→ **About this task**: Go through the data below line by line and count those containing the word "where". Reply with the count only.

→ **Dataset entries**:
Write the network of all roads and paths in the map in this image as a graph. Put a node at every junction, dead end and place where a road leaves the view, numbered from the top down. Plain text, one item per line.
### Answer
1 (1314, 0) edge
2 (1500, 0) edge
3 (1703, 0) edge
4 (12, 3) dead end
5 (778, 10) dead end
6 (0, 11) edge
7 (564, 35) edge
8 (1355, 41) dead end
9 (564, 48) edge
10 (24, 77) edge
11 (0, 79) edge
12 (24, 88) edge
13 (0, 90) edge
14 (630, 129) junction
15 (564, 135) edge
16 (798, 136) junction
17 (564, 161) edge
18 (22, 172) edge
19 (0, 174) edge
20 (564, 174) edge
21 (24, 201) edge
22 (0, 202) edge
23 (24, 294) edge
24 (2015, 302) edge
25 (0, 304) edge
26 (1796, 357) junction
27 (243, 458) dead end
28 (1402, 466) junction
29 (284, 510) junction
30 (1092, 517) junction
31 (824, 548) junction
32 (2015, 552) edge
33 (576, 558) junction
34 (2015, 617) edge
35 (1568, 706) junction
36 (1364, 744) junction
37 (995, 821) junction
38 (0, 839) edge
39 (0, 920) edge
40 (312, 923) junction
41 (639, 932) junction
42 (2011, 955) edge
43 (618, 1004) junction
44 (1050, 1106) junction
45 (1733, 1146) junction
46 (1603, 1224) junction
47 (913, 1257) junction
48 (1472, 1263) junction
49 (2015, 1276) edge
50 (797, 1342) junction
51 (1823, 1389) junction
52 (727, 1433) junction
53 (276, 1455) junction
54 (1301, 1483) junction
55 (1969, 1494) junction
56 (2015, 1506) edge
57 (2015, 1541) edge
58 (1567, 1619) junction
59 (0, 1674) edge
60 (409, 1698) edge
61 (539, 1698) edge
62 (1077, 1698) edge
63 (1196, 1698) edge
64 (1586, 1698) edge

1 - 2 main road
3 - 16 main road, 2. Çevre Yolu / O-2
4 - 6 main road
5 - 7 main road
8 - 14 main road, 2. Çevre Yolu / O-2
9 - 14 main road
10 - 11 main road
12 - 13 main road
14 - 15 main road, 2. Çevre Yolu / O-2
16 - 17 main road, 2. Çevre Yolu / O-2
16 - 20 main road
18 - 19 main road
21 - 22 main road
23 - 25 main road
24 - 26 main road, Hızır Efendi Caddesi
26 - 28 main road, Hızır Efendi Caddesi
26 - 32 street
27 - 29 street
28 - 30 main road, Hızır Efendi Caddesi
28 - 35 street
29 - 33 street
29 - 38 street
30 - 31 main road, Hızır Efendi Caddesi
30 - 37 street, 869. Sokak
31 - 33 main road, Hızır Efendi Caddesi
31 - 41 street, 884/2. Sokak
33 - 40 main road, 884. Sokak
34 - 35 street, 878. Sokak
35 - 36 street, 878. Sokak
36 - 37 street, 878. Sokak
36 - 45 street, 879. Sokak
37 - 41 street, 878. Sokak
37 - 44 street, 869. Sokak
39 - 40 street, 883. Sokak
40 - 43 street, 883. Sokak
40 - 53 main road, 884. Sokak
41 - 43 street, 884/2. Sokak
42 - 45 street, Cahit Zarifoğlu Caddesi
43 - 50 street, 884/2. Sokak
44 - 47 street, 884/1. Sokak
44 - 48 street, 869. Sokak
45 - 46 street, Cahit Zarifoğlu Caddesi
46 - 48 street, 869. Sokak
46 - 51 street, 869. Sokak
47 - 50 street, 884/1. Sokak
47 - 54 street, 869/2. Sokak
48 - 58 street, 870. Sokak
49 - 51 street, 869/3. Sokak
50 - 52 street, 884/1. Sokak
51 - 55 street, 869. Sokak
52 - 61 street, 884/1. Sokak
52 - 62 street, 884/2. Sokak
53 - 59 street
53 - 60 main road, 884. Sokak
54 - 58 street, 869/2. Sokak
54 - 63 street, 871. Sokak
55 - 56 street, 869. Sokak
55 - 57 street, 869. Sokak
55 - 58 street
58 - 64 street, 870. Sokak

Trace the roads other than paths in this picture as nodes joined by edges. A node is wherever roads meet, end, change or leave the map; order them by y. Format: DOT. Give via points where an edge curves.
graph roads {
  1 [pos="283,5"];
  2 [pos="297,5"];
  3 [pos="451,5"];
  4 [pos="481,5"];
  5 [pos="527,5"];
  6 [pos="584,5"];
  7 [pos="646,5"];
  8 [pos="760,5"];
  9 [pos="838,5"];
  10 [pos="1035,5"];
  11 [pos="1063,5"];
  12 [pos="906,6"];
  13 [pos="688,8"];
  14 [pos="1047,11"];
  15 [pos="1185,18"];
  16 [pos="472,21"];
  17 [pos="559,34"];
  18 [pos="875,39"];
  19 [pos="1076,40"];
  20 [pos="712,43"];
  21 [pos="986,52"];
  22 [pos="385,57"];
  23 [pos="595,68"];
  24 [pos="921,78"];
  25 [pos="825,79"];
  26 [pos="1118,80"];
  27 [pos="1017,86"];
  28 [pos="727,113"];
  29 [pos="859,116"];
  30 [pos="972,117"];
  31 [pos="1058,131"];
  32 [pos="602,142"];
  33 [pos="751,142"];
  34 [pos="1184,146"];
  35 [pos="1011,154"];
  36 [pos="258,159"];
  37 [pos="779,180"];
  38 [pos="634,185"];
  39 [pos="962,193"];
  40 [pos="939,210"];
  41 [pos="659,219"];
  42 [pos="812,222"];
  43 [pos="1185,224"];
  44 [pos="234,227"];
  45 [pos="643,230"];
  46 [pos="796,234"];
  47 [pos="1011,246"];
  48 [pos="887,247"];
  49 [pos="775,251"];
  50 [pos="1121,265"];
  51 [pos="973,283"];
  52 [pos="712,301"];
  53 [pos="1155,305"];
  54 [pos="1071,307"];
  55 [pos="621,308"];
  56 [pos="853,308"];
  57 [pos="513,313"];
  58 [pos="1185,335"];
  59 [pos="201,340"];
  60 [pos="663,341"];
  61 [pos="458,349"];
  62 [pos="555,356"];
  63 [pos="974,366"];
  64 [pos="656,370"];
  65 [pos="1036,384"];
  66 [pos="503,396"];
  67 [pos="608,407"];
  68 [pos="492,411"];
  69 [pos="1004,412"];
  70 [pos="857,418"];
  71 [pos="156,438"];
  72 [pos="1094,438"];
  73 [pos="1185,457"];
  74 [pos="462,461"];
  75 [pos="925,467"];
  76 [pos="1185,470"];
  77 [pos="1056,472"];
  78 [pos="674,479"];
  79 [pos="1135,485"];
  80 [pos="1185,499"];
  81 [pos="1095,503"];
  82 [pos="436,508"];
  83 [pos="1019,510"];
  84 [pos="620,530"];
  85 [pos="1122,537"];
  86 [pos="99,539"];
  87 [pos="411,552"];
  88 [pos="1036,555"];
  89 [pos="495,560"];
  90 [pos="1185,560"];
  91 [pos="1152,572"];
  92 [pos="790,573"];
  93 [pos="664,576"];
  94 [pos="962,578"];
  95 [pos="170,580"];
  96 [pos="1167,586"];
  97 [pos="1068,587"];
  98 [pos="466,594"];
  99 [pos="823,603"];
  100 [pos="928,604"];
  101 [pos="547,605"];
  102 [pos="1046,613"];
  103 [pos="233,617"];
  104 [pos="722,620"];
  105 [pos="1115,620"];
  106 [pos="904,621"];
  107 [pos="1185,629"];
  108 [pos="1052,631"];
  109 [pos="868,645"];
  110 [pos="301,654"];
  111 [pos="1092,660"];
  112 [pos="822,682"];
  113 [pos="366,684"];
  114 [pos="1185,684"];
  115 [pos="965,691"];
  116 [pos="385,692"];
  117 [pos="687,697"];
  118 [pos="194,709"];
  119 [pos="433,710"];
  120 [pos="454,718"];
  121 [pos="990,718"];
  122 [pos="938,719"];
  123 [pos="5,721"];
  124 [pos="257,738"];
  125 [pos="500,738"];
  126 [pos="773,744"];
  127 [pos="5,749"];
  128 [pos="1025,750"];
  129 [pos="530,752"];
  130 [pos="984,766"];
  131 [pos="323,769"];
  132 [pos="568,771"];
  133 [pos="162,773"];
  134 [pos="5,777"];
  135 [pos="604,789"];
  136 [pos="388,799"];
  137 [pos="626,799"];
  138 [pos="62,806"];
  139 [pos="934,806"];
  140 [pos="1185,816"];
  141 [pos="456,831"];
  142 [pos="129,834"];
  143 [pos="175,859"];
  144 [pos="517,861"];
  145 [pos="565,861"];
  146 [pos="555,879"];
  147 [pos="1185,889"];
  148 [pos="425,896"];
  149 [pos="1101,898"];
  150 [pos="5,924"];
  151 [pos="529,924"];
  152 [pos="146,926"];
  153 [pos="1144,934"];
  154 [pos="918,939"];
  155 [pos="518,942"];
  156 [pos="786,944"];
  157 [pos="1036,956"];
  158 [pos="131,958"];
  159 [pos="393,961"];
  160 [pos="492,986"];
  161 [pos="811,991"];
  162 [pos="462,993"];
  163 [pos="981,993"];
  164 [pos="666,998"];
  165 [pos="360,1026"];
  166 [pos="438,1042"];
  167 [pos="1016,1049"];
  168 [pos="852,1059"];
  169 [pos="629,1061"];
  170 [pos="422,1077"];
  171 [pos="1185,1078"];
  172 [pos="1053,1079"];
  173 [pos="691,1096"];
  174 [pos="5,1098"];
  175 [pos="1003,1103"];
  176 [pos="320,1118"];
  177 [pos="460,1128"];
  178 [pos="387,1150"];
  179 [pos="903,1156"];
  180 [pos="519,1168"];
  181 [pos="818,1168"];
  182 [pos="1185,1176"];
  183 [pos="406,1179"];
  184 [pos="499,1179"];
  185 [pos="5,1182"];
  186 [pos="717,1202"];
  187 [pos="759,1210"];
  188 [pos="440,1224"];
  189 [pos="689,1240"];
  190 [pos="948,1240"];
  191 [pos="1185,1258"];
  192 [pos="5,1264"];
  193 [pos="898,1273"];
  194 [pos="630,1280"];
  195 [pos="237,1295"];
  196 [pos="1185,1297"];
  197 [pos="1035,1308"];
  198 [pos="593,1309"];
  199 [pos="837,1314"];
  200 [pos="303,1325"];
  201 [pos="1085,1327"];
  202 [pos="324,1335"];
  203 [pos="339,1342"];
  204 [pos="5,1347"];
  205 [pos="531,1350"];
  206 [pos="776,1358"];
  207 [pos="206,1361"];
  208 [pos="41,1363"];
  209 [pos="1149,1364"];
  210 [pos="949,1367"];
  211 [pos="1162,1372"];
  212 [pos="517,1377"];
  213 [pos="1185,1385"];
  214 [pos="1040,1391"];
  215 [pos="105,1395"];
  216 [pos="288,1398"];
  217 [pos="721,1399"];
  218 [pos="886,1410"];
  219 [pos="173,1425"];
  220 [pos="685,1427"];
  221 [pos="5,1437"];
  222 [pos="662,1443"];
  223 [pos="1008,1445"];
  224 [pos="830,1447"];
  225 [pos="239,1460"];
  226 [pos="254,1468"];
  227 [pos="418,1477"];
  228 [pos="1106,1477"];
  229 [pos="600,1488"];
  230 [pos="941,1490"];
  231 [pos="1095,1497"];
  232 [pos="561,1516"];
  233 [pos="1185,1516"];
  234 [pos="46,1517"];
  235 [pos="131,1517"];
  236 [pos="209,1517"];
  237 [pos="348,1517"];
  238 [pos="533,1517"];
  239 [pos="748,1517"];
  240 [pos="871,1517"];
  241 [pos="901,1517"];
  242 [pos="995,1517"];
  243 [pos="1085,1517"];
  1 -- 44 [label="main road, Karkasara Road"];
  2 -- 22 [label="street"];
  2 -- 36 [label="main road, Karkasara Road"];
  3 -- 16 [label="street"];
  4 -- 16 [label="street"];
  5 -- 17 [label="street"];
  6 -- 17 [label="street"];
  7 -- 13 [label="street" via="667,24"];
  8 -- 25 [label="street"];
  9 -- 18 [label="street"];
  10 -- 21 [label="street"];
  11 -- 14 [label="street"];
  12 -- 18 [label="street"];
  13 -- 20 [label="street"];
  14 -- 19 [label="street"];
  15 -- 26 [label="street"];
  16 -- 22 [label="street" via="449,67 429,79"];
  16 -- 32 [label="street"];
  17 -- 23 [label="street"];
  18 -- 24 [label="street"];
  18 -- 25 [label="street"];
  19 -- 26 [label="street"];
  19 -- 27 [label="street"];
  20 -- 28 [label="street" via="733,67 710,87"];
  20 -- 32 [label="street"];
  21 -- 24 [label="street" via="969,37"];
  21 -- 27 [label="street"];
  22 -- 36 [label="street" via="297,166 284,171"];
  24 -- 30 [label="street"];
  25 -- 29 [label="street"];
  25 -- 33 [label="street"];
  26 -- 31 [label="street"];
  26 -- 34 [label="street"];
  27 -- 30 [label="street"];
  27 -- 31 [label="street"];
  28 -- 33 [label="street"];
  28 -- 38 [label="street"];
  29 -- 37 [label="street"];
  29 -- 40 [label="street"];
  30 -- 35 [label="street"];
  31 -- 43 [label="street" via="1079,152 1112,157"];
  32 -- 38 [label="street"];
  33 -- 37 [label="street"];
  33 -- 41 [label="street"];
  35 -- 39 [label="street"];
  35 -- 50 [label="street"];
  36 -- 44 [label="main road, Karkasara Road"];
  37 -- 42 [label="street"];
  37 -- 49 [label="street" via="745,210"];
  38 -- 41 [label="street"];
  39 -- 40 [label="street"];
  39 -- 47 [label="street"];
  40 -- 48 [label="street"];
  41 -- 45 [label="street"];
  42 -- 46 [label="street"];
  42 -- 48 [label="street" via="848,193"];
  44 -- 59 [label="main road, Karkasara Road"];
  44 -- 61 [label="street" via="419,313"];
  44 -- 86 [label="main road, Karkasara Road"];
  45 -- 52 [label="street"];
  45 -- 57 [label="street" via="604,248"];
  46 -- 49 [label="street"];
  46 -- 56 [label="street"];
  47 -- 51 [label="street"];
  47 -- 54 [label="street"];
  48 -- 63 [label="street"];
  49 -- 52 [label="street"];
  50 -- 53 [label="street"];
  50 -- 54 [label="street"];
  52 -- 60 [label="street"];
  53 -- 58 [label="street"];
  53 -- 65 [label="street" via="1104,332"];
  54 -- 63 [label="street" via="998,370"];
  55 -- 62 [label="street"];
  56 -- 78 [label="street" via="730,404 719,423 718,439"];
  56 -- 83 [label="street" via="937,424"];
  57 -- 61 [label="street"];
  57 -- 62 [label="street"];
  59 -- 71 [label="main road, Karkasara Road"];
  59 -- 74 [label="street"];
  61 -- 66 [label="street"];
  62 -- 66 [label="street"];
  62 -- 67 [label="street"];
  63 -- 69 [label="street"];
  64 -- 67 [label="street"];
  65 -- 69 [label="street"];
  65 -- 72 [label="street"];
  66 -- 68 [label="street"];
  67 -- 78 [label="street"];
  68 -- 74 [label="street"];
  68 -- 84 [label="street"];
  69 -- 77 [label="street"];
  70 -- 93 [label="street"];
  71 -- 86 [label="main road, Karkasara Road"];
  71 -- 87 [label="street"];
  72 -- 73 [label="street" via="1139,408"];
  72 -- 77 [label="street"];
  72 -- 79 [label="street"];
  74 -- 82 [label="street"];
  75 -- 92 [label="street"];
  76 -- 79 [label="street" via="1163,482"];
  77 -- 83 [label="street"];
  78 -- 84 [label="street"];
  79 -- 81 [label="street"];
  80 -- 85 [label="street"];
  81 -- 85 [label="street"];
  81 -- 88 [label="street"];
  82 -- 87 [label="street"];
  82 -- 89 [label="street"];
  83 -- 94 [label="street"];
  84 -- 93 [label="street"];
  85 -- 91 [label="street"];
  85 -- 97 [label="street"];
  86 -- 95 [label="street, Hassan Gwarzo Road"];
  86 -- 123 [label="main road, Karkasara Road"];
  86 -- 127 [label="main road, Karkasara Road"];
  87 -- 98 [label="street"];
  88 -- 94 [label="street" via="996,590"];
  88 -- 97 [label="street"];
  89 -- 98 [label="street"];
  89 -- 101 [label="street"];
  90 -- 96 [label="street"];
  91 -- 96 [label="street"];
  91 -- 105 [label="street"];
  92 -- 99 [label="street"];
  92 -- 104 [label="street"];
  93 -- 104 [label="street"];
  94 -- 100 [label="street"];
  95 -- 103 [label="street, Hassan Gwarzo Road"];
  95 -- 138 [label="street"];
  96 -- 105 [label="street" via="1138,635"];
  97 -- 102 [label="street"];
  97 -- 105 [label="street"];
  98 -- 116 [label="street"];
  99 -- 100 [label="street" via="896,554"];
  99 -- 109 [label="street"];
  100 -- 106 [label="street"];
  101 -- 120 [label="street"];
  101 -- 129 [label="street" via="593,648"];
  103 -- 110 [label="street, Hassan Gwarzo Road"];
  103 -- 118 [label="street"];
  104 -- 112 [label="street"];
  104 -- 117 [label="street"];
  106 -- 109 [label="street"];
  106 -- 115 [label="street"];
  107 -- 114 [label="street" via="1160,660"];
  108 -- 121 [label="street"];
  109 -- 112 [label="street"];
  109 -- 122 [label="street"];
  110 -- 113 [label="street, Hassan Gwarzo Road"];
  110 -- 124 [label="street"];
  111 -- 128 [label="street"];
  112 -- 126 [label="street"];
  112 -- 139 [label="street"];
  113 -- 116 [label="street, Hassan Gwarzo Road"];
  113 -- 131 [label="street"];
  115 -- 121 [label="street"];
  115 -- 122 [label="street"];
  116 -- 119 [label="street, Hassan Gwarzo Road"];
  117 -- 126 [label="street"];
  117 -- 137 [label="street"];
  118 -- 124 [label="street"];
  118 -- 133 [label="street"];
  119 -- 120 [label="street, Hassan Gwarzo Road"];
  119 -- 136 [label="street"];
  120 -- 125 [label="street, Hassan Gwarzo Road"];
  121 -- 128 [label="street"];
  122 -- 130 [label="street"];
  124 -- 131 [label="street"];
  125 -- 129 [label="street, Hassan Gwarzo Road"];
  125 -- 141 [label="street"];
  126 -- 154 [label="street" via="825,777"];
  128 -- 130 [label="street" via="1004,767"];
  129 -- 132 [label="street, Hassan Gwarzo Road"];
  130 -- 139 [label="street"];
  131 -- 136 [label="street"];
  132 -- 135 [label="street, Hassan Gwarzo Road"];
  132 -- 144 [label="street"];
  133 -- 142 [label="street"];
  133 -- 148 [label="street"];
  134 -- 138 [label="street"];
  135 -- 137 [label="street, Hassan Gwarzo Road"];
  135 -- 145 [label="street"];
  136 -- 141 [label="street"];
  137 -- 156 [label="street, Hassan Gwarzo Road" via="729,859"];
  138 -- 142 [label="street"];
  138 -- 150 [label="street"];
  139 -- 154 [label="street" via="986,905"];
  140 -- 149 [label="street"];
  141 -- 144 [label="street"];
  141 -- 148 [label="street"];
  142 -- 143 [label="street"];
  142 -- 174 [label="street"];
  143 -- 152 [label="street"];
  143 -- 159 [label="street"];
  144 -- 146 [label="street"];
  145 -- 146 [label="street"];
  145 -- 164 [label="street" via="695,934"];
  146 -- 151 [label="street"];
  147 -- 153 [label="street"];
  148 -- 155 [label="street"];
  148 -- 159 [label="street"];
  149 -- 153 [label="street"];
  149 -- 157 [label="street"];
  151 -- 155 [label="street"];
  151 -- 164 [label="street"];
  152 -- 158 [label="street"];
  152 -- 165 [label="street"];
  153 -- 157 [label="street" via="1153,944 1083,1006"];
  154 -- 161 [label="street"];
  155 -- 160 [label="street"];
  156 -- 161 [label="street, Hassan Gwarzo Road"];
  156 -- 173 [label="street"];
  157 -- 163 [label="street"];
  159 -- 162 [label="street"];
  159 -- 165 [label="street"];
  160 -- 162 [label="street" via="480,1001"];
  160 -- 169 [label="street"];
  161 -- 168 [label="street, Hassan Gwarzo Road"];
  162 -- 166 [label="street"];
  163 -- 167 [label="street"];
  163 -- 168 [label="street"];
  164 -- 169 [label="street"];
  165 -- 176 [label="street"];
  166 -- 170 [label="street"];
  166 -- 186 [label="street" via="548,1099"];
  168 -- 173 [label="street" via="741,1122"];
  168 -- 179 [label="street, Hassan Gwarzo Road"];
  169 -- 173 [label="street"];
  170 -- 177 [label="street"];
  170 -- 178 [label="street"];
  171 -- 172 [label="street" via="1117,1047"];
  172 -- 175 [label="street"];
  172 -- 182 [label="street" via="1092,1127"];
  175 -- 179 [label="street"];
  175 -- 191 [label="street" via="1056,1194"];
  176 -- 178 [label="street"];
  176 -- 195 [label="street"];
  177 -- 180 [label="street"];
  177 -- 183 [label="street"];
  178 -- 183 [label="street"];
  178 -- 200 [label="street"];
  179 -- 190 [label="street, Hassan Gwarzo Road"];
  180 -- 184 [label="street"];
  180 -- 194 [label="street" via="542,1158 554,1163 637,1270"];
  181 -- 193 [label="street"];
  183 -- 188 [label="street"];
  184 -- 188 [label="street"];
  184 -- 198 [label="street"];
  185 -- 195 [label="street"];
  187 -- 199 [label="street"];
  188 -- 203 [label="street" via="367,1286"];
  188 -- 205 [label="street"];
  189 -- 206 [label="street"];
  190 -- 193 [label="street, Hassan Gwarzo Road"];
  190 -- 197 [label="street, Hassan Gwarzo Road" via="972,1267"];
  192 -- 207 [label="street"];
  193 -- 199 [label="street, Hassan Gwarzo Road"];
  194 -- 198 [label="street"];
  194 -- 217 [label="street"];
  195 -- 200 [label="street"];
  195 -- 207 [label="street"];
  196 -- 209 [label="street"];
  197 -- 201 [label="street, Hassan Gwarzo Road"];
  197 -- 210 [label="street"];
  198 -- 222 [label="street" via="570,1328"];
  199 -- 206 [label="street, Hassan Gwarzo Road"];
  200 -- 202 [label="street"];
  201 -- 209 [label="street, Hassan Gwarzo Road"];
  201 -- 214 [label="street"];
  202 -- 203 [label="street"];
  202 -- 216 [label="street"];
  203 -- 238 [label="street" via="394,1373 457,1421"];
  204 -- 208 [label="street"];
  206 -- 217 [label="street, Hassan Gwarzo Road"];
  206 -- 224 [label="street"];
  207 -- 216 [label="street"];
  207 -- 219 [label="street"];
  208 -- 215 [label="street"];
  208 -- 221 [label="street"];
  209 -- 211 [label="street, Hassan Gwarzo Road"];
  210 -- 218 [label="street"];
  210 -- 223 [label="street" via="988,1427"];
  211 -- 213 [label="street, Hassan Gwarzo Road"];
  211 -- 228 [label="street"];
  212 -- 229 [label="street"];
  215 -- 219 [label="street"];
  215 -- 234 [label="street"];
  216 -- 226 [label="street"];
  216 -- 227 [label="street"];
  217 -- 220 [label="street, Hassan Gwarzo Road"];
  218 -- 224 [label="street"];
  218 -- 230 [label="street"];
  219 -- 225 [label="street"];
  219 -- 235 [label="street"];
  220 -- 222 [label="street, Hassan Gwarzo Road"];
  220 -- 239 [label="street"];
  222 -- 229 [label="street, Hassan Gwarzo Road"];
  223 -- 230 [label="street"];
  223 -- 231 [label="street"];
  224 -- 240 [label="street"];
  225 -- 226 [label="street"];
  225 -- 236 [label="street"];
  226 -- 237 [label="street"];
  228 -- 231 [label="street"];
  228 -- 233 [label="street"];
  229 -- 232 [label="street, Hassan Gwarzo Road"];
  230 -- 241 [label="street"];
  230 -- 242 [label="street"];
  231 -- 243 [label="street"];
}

→ **Final answer**: 2